Konzept mit Schieflage: VWE kritisiert neue Eigentumsförderung für Familien

Der Verband Wohneigentum (VWE, www.verband-wohneigentum.de) begrüßt die Ankündigung von Bundesbauministerin Klara Geywitz, dass Familien beim Erwerb von Wohneigentum ab Juni 2023 wieder unterstützt werden sollen. Gleichzeitig kritisiert der bundesweit größte Verband für das selbstgenutzte Wohneigentum aber eine „Schieflage des Konzepts“.

„Es ist erst einmal gut, dass bauwillige Familien nach dem Durcheinander in der KfW-Förderung des Bundes im vergangenen Jahr nun wissen, wie es ab dem Sommer weitergeht“, sagt VWE-Präsident Manfred Jost, „das erfolgreiche Baukindergeld-Programm findet damit eine Nachfolgeregelung. Diese ist aber leider unzureichend“.

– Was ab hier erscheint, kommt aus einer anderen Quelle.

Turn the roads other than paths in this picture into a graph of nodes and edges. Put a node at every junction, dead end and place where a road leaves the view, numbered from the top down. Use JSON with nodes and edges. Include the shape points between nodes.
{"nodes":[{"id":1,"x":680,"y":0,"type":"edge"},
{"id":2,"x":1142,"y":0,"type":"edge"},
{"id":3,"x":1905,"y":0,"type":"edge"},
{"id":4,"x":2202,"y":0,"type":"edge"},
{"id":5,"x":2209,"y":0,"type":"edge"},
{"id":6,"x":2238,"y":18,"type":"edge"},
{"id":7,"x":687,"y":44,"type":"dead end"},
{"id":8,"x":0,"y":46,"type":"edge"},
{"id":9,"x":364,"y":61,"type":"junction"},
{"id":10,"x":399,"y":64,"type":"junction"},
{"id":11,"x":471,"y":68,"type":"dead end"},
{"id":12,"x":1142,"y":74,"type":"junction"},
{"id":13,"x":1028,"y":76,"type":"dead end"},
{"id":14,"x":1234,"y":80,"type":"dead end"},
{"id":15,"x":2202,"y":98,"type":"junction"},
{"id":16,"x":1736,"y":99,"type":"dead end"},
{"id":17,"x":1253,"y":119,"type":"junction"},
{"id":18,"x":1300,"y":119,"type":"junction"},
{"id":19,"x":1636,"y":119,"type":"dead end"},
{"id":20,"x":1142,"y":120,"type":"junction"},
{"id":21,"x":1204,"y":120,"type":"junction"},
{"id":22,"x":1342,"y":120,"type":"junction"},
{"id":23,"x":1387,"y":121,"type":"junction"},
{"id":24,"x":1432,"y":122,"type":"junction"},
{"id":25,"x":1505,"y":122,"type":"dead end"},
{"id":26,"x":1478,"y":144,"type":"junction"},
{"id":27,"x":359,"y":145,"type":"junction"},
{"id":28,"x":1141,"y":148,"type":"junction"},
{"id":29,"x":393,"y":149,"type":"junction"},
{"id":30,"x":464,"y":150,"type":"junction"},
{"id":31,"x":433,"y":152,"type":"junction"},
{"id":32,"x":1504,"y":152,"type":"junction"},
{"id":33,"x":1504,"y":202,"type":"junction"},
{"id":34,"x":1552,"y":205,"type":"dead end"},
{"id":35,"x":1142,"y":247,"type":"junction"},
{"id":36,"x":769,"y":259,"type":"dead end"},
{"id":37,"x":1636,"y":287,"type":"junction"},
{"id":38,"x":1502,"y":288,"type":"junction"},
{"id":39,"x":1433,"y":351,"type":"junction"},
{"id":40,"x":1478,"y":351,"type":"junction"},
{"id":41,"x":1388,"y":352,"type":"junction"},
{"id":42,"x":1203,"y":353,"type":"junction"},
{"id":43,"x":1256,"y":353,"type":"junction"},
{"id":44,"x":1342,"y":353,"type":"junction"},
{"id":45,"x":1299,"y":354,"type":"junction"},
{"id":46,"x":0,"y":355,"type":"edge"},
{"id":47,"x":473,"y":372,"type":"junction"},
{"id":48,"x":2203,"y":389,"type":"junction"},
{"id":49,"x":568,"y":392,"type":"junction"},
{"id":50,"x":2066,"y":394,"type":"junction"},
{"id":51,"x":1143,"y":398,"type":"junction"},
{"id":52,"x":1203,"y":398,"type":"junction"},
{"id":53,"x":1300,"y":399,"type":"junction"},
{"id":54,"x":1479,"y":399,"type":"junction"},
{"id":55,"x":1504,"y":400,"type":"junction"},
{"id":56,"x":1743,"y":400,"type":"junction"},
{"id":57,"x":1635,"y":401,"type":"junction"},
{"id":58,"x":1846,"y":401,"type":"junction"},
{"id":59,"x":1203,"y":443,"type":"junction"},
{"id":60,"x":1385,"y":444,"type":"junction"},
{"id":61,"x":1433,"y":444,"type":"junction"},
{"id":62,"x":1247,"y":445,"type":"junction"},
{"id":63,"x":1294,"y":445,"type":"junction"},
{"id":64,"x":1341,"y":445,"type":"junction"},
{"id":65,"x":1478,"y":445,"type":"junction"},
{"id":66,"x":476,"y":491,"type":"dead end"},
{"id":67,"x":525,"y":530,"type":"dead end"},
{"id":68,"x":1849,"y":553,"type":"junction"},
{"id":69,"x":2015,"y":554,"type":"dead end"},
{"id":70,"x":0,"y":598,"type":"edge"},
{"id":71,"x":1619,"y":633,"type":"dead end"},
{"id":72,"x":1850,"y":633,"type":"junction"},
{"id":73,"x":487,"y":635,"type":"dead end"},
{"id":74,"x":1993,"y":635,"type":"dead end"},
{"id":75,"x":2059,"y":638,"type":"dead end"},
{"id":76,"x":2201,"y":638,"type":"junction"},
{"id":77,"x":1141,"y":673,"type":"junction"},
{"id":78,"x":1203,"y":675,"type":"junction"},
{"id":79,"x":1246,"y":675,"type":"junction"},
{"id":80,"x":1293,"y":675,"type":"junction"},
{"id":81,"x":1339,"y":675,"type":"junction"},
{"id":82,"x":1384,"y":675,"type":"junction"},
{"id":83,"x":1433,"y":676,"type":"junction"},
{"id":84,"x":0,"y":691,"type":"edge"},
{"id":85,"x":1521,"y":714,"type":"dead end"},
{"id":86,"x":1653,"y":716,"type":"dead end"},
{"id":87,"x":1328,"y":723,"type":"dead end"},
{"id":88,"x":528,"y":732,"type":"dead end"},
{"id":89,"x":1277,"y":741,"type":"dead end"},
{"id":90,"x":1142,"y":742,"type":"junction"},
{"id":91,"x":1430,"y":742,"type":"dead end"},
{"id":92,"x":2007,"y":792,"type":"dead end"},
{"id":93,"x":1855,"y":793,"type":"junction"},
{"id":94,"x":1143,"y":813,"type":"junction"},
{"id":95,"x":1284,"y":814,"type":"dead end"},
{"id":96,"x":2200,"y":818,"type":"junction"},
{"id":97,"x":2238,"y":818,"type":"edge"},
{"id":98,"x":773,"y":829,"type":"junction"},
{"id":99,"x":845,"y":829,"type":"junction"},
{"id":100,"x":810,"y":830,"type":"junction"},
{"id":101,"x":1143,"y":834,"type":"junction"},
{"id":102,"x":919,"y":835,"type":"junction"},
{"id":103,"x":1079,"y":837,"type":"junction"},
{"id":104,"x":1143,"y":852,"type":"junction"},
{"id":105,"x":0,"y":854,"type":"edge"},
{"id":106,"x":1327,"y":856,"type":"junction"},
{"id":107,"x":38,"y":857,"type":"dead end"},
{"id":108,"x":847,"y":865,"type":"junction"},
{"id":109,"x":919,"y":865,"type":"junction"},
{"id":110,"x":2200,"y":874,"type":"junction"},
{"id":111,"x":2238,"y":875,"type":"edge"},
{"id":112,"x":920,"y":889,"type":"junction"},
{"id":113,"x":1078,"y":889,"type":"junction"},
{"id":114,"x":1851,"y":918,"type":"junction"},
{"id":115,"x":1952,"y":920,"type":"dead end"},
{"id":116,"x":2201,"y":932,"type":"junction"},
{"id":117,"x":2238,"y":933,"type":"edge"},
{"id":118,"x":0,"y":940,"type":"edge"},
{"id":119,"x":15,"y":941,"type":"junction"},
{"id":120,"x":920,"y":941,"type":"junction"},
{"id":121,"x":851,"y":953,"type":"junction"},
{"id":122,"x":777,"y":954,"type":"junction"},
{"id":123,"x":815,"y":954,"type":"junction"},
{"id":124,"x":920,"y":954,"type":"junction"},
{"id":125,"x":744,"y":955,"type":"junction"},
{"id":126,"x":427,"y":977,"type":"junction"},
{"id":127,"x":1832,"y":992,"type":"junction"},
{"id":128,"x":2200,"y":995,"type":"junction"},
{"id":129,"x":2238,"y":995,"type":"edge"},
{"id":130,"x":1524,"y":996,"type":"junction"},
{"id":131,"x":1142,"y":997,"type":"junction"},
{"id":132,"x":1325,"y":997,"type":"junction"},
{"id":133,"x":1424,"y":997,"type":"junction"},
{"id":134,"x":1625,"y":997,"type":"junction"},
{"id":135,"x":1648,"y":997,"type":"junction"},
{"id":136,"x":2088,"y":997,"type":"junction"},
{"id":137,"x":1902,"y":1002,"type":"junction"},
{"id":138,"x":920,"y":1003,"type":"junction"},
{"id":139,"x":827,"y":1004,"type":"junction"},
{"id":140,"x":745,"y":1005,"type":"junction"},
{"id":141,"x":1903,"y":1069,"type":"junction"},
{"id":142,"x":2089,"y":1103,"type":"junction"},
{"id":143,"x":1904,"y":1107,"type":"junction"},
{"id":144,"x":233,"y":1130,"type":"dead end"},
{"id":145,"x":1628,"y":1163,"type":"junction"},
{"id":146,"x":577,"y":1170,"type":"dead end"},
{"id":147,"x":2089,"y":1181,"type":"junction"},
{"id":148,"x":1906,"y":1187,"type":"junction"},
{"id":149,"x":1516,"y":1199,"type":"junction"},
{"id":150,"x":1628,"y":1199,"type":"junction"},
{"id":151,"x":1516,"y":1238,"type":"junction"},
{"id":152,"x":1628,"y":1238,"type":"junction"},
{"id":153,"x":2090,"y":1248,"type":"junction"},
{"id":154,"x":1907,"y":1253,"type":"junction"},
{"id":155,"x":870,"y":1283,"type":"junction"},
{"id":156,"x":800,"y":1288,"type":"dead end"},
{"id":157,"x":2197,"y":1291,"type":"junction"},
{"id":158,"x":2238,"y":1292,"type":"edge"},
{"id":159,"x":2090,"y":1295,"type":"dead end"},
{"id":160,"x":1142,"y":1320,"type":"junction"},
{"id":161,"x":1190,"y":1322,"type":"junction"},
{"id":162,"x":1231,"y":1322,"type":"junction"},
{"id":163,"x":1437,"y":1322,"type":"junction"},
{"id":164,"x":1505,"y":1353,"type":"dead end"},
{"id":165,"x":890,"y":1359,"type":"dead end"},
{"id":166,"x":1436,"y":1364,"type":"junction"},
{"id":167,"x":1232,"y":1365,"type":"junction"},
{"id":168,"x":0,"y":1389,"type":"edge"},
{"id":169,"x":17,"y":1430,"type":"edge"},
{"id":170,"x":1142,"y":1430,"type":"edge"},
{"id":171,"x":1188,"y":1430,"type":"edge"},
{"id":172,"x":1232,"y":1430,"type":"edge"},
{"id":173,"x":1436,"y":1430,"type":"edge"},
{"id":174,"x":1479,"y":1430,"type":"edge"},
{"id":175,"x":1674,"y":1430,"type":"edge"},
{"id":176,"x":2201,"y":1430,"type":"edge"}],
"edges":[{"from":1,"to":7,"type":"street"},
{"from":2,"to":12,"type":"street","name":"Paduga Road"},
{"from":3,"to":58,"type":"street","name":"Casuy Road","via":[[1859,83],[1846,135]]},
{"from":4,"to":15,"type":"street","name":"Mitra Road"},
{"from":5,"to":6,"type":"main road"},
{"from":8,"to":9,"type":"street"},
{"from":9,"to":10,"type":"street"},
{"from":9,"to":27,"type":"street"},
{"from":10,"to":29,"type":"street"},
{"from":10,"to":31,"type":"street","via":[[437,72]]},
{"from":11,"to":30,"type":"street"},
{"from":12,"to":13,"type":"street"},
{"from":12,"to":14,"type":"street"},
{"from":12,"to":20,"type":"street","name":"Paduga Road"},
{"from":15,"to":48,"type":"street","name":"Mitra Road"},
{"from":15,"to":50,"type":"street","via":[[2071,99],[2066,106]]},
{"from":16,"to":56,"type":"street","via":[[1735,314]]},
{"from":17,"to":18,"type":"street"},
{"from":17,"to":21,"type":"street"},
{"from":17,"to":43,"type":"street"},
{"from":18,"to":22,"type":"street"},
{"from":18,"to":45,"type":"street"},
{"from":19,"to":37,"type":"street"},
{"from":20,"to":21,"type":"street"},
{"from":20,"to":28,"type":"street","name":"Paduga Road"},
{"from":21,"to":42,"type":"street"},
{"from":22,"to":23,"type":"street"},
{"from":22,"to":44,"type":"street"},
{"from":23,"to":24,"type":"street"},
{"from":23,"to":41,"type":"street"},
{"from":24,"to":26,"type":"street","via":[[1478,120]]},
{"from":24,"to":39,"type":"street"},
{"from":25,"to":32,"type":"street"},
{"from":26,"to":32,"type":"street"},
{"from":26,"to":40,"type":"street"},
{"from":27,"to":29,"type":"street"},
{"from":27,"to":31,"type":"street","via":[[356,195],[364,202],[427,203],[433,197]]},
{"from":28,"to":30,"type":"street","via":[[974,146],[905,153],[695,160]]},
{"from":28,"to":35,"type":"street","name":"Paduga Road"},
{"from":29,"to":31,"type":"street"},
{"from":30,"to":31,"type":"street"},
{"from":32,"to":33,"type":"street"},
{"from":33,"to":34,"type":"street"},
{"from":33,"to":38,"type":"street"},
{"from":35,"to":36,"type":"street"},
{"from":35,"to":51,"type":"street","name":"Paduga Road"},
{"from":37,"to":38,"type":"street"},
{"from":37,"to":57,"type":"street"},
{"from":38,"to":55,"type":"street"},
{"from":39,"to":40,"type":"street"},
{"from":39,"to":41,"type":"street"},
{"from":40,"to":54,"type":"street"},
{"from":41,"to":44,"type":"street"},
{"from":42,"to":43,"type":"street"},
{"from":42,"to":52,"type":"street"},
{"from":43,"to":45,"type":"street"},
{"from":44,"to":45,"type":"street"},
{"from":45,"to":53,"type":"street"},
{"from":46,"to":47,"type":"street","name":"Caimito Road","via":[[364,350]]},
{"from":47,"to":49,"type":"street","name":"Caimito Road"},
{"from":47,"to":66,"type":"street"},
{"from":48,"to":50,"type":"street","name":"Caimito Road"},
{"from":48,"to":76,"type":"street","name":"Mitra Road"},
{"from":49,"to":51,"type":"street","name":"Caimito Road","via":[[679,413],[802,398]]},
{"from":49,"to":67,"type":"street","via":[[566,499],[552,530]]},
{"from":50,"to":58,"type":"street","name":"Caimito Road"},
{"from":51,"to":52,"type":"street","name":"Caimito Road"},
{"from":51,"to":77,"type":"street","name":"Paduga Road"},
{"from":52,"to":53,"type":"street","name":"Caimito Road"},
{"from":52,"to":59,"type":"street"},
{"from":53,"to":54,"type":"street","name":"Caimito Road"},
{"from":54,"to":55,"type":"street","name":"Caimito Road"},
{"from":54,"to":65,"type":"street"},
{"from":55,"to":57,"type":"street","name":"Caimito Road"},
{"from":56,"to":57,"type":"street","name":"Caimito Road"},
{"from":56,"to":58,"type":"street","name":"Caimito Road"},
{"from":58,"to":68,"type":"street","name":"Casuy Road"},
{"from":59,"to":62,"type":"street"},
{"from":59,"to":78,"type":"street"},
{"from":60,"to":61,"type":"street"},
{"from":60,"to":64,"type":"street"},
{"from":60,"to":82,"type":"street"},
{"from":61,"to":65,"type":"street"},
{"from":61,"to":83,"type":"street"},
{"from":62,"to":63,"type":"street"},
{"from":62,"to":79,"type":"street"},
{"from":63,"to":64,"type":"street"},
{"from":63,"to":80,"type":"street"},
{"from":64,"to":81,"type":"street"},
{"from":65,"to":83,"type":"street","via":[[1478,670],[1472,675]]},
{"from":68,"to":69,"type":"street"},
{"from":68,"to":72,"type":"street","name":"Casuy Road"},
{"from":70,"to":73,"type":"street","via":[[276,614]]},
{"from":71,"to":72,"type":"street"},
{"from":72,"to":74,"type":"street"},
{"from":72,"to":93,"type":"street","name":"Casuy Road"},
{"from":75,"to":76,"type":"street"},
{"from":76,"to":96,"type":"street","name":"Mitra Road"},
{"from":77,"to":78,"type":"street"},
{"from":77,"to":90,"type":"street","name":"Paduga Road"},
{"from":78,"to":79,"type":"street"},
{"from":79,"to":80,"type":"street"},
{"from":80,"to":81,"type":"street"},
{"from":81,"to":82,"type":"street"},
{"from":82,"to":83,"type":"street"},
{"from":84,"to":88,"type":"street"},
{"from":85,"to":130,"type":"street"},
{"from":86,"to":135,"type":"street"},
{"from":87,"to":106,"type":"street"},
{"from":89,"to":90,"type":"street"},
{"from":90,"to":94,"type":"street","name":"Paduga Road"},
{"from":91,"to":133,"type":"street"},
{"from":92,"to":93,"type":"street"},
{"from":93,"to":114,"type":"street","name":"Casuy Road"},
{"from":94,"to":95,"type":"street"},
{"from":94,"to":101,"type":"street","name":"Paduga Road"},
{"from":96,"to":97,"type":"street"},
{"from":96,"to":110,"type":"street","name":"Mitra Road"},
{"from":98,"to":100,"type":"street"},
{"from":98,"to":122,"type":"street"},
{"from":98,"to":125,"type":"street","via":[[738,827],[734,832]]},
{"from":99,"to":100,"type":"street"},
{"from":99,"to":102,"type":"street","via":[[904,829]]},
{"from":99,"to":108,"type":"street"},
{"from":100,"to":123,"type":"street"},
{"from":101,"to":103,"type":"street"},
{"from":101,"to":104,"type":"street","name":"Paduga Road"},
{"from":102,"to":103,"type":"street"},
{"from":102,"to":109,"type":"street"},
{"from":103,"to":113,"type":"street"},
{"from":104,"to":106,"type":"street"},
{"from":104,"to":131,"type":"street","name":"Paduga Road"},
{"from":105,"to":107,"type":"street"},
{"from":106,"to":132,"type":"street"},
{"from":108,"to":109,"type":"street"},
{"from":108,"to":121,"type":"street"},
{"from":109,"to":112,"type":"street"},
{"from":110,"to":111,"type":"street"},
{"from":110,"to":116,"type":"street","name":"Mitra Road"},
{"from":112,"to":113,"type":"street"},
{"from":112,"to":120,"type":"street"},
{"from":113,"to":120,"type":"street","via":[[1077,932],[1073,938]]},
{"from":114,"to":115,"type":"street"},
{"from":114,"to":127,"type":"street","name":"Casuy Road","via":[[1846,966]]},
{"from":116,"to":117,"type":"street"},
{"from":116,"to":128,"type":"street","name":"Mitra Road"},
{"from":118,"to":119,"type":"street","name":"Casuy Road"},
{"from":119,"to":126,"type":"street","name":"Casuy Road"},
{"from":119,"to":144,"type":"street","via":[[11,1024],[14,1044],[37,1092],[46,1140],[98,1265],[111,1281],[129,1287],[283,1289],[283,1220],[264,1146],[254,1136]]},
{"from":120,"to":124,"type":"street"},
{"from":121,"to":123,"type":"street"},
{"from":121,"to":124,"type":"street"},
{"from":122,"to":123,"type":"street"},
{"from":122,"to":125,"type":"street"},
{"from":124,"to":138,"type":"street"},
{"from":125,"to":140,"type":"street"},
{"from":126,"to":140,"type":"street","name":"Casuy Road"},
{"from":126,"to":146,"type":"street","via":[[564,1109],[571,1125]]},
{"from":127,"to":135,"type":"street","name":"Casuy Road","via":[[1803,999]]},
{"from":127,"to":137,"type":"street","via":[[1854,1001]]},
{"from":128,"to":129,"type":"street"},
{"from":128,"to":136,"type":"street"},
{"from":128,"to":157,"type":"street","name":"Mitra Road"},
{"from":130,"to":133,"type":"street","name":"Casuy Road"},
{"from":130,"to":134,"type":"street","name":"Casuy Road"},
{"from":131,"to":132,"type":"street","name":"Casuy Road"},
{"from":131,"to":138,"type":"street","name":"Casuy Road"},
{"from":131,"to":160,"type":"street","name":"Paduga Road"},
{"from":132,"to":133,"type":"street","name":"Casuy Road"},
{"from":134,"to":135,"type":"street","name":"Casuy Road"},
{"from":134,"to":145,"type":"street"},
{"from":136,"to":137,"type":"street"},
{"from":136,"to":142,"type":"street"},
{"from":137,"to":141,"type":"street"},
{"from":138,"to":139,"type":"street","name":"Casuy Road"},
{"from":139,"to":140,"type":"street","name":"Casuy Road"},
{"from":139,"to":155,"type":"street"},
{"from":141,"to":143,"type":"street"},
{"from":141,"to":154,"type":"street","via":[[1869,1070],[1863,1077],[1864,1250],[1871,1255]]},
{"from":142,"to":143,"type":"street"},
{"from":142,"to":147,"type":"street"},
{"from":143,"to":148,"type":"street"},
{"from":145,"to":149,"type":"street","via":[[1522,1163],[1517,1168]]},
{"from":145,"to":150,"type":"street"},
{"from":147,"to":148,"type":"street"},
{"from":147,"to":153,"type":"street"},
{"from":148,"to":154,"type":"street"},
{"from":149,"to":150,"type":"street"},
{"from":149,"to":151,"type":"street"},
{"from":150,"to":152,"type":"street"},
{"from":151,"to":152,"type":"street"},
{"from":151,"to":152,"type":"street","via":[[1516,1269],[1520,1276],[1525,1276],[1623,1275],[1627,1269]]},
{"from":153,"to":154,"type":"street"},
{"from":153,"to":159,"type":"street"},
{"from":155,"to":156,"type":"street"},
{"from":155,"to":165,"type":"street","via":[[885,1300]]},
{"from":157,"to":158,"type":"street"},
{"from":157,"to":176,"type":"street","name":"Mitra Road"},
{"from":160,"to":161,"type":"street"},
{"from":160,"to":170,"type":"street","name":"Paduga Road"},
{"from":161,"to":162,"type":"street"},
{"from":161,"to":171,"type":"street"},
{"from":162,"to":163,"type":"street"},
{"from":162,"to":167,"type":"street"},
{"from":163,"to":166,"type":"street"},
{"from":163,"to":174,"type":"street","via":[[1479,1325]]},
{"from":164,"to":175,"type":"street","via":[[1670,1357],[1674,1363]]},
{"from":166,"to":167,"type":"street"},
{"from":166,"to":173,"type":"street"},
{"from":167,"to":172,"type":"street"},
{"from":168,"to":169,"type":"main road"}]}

Der VWE-Präsident unterstreicht: „Wir brauchen die Initiative privater Eigentümerinnen und Eigentümer für den Wohnungsbau dringend, um den dramatisch angespannten Wohnungsmarkt zu entlasten.“ Dank des so genannten Sickereffekts profitiere auch der Mietmarkt davon.

Ein Tropfen auf dem heißen Stein

Es sei klar, so Jost, dass für Menschen mit geringem Einkommen ausreichend Wohnraum zur Verfügung stehen müsse. Mit dem neuen Förderprogramm stünden jetzt allerdings gerade einmal 350 Mio. Euro pro Jahr für die Wohneigentumsförderung für Familien den 14,5 Mrd. Euro gegenüber, die bis 2026 für den sozialen Wohnungsbau bereitgestellt werden.

„Für Familien, die nur mit Unterstützung den Sprung ins eigene Häuschen schaffen, ist das ein Tropfen auf dem heißen Stein. Zumal nur energetisch anspruchsvoller Neubau im Hochpreisniveau gefördert wird. Die bereitgestellte Summe wird bloß einen Bruchteil des Bedarfs decken können.“

An der Realität vorbei

Ein weiterer Kritikpunkt des VWE ist, dass die neue Förderung anders als das Vorläuferinstrument Baukindergeld den Kauf gebrauchter Immobilien nicht berücksichtigt. „Das geht an der Realität vorbei“, sagt der VWE-Präsident. Zahlen aus einer Studie des Bundesinstituts für Bau-, Stadt und Raumforschung (BBSR) zeigten, dass der Bedarf an Wohneigentum mittlerweile zu mehr als Dreiviertel aus dem Bestand gedeckt wird.

Eigentumsförderung ausweiten auf Bestand

„Wer Wohneigentum ermöglichen, aber aus Gründen des Klimaschutzes Fläche und Ressourcen sparen möchte, muss wie bisher auch den Erwerb bestehender Häuser unterstützen“, plädiert Jost für eine Ausweitung der Eigentumsförderung. Dies sollte mit einer Förderung energetischer Sanierungen kombinierbar sein. Jost: „Das muss sowohl als auch möglich sein, nicht entweder oder“.

Bundesbauministerin Klara Geywitz hatte in einem Interview die neue Eigentumsförderung für Familien vorgestellt. Ab Juni 2023 können demnach Familien mit einem maximalen zu versteuernden Jahreseinkommen bis 60.000 Euro zinsverbilligte Kredite bei der staatlichen Förderbank KfW beantragen. Pro Kind erhöht sich die Förderung um 10.000 Euro.